Pianist Mari Kawamura plays new works by Joey Bourdeau, Anthony Vine, Annie Hui-Hsin Hsieh for piano and electronics, as well as François Couperin’s ‘Ordre 18ème de clavecin’ (1722).
François Couperin: Ordre 18ème de clavecin (1722)
Joey Bourdeau: Imaginary Concerto (2018)
Anthony Vine: Soft Margins and Wide Peripheries (2018)
Annie Hui-Hsin Hsieh: Chamber of Glistening Whispers (2018)
Mari Kawamura is a concert pianist whose curiosity and wide-ranging interests have taken her in many directions. Her repertoire includes pieces by William Byrd, late Scriabin, Xenakis, Cage and several contemporary Japanese composers. She has been collaborating with composers for many years and has premiered many works by young composers. She has appeared in the major festivals, such as Tanglewood Music Center, Spoleto Festival USA and the Darmstadt International Summer Course and has given both solo and chamber music concerts in various venues, including Jordan Hall (Boston), Regent Hall (London) and Kirsten Kjær Museum (Denmark). Her 2013 performance of Xenakis’s Dikthas at the SICPP in Boston was described as “an unrelenting volcanic eruption” by NEWMUSICBOX. Kawamura holds a Master’s degree from the Royal Academy of Music, where she achieved the DipRAM prize for her outstanding final recital. Her master’s thesis “Realization of Music for Piano 21-36” focused on “performers’ own discretion in Cage’s music, which is indeterminate with respect to its performance.” Her teachers included Vadim Sakharov, Tatiana Sarkissova, and Stephen Drury. Kawamura is now pursuing her DMA degree under Aleck Karis at the University of California, San Diego.
Joey Bourdeau: Imaginary Concerto (2018)
Written for Mari Kawamura in 2018, Imaginary Concerto is a work for piano and electronics which takes the performer on a journey through a series of surreal imagined landscapes, and musical situations.

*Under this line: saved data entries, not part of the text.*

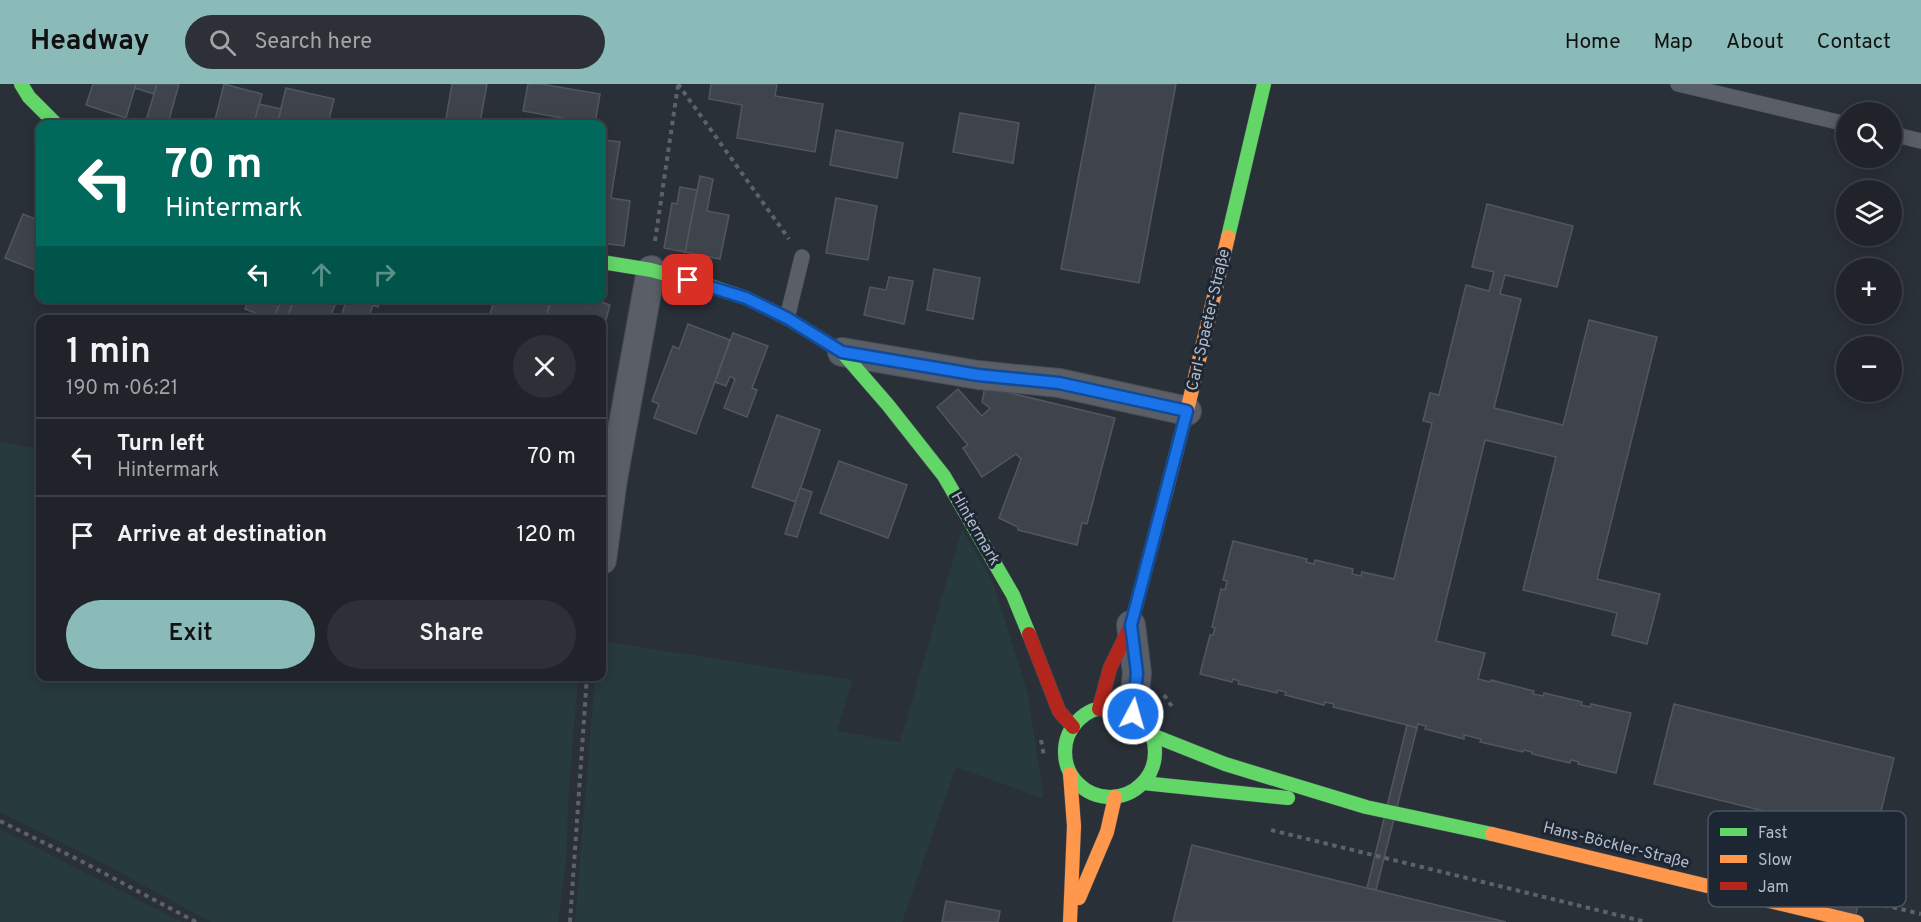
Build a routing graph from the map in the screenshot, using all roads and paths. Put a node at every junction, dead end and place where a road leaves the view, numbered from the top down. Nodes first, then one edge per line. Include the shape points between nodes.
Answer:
1 (21, 84) edge
2 (678, 84) edge
3 (1264, 84) edge
4 (1678, 84) edge
5 (52, 120) edge
6 (1836, 122) edge
7 (1902, 136) edge
8 (1921, 141) edge
9 (802, 257) joint
10 (606, 263) edge
11 (651, 270) junction
12 (787, 318) junction
13 (842, 352) junction
14 (1187, 411) junction
15 (606, 531) edge
16 (1131, 625) junction
17 (587, 681) edge
18 (1161, 689) dead end
19 (1099, 709) junction
20 (1133, 714) junction
21 (1177, 714) dead end
22 (1072, 727) junction
23 (1152, 735) junction
24 (1070, 774) junction
25 (1143, 783) junction
26 (1116, 797) junction
27 (1366, 807) junction
28 (0, 821) edge
29 (1267, 829) dead end
30 (1708, 886) edge
31 (1795, 907) edge
32 (1070, 919) edge
33 (196, 922) edge
34 (570, 922) edge
35 (1646, 922) edge
36 (1857, 922) edge

1 - 5 main road
2 - 9 path
2 - 11 path
3 - 14 main road, Carl-Spaeter-Straße
4 - 6 lane
7 - 8 lane
9 - 12 lane
10 - 11 main road, Hintermark
11 - 12 main road, Hintermark via 746,298
11 - 15 street
12 - 13 main road, Hintermark
13 - 14 street, Hintermark via 978,375 1059,383
13 - 22 main road, Hintermark via 944,476 1013,595 1059,711
14 - 16 main road, Carl-Spaeter-Straße
16 - 19 main road, Carl-Spaeter-Straße via 1110,668
16 - 20 street, Carl-Spaeter-Straße via 1137,673
17 - 34 path
18 - 21 path
19 - 20 main road via 1112,707
19 - 22 main road
20 - 23 main road
22 - 24 main road via 1065,752
23 - 25 main road via 1155,753
23 - 27 main road, Hans-Böckler-Straße via 1225,764
24 - 26 main road via 1089,793
24 - 32 main road via 1074,826
25 - 26 main road
25 - 27 main road, Hans-Böckler-Straße
26 - 32 main road via 1107,832
27 - 30 main road, Hans-Böckler-Straße
28 - 33 path
29 - 35 path
31 - 36 main road, Hans-Böckler-Straße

Quoting extensively from various areas of the piano repertoire, as well as from Francis Couperin’s L’Art de Toucher le Clavecin, the work takes a playful and personality-driven look at the nature of virtuosity and performance in general. Throughout the work, the personalities of the composer, performer, and quoted materials often interact in surprising ways, addressing in particular the virtuosity of flexibility and range, while creating a diverse and chaotic environment.
Anthony Vine: Soft Margins And Wide Peripheries (2018)

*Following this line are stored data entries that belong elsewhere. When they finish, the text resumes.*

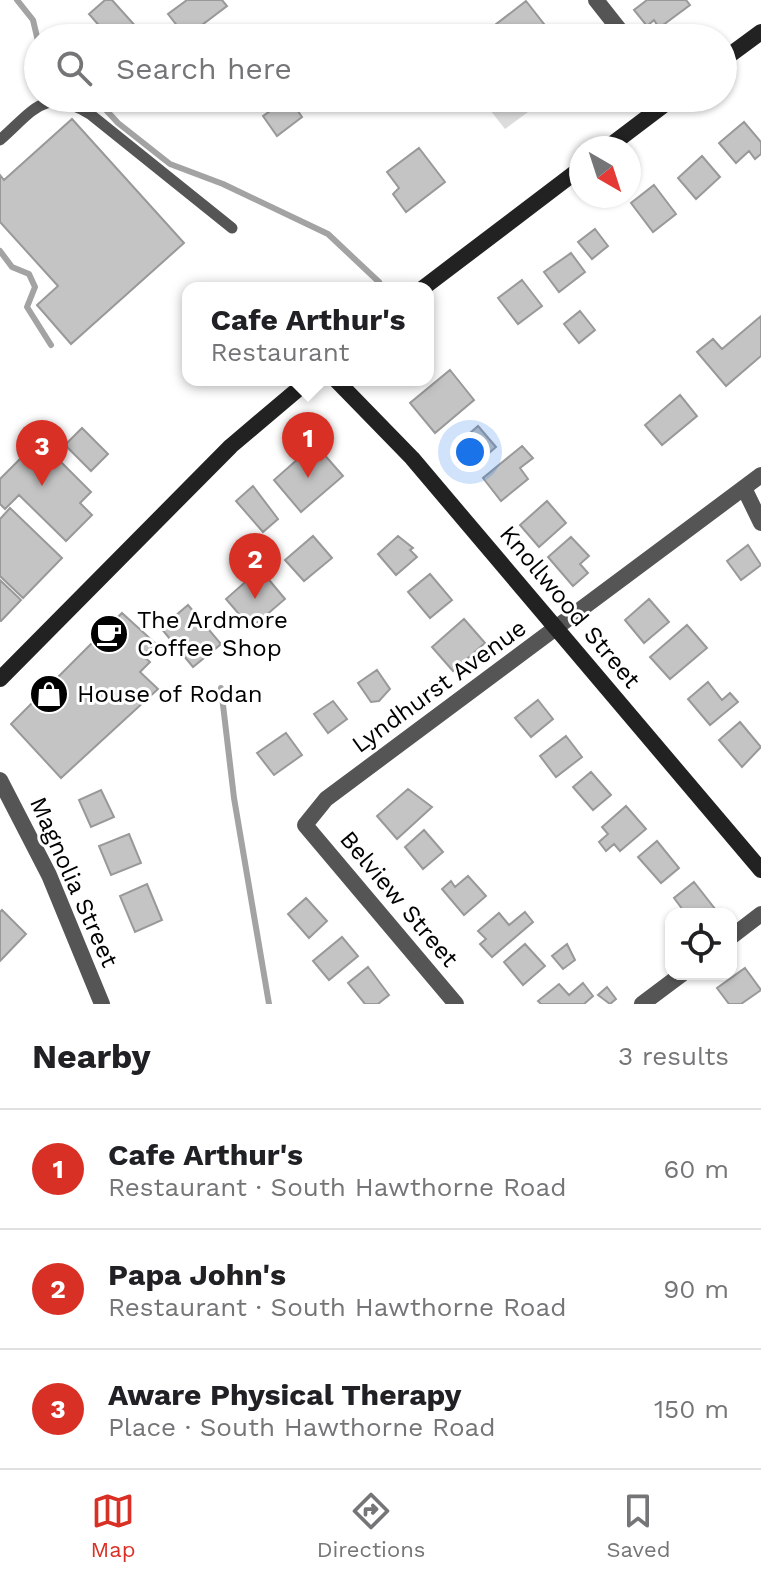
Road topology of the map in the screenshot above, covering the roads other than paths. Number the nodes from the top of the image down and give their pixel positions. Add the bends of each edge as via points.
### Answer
1 (596, 0) edge
2 (615, 24) edge
3 (761, 32) edge
4 (737, 50) edge
5 (32, 112) edge
6 (86, 112) edge
7 (654, 112) edge
8 (623, 136) edge
9 (0, 140) edge
10 (569, 177) edge
11 (232, 228) dead end
12 (431, 282) edge
13 (302, 386) edge
14 (342, 386) edge
15 (761, 475) edge
16 (744, 488) junction
17 (761, 523) edge
18 (557, 629) junction
19 (0, 679) edge
20 (0, 780) edge
21 (305, 825) joint
22 (761, 870) edge
23 (761, 914) edge
24 (737, 932) edge
25 (674, 980) edge
26 (102, 1004) edge
27 (456, 1004) edge
28 (642, 1004) edge

1 - 2 street
3 - 4 main road
5 - 9 lane
6 - 11 lane
7 - 8 main road
10 - 12 main road
13 - 19 main road via 231,446
14 - 18 main road, Knollwood Street via 412,458
15 - 16 street, Lyndhurst Avenue
16 - 17 street
16 - 18 street, Lyndhurst Avenue
18 - 21 street, Lyndhurst Avenue via 326,799
18 - 22 main road, Knollwood Street
20 - 26 street, Magnolia Street via 49,875
21 - 27 street, Belview Street
23 - 24 street
25 - 28 street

Soft Margins and Wide Peripheries consists of a number of modules—ranging from single held notes, to multiple pages of events—built from an interconnected reservoir of piano harmonics. The material is cast in a series of grids, in which the spacing and proximity of events between and within these grids illuminates the subtleties of the harmonic and timbral qualities of each string and harmonic. These simple forms attempt to discourage a syntactical mode of listening, inviting one to take notice of peripheral facets of each harmonic sonority (e.g. variance in articulation on a single harmonic, how the decay of a note blooms or dissipates). The influence of Agnes Martin and Mei Mei Bersenbrugge loom largely in this piece.

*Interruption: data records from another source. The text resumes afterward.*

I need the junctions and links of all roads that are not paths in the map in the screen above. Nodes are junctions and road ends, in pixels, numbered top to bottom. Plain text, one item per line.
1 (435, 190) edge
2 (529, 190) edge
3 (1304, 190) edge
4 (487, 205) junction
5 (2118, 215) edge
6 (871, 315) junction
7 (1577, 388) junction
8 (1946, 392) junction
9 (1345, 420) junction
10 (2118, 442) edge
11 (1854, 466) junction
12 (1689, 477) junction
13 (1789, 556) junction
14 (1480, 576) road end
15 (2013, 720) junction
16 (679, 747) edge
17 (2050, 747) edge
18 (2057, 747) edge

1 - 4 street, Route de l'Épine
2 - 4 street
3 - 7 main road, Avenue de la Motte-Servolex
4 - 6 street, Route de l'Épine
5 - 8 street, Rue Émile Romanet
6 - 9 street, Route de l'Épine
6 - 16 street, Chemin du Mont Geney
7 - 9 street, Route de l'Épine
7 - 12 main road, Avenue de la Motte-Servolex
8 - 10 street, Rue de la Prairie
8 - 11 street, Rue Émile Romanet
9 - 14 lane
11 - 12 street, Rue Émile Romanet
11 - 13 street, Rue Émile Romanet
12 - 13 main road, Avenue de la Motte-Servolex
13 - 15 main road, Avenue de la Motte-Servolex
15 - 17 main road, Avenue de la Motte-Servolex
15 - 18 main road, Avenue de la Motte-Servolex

Annie Hui-Hsin Hsieh: Chamber of Glistening Whispers (2018)
This piece portrays a scenario of an intimate conversation between the pianist and the piano. Treated as a big resonating echo chamber, the interior of the piano is tickled, caressed, soothed, inspected and provoked by the various ways the pianist is instructed to articulate the strings. Like a piece of foam soaking in centuries of repertory memory, the piano slowly and gradually awakens to respond to the initiations of the pianist, emerging from a passive state to become a sounding partner to the pianist. The audience is invited to be the onlookers to this partnership, being given a glimpse into this intricate and personal engagement.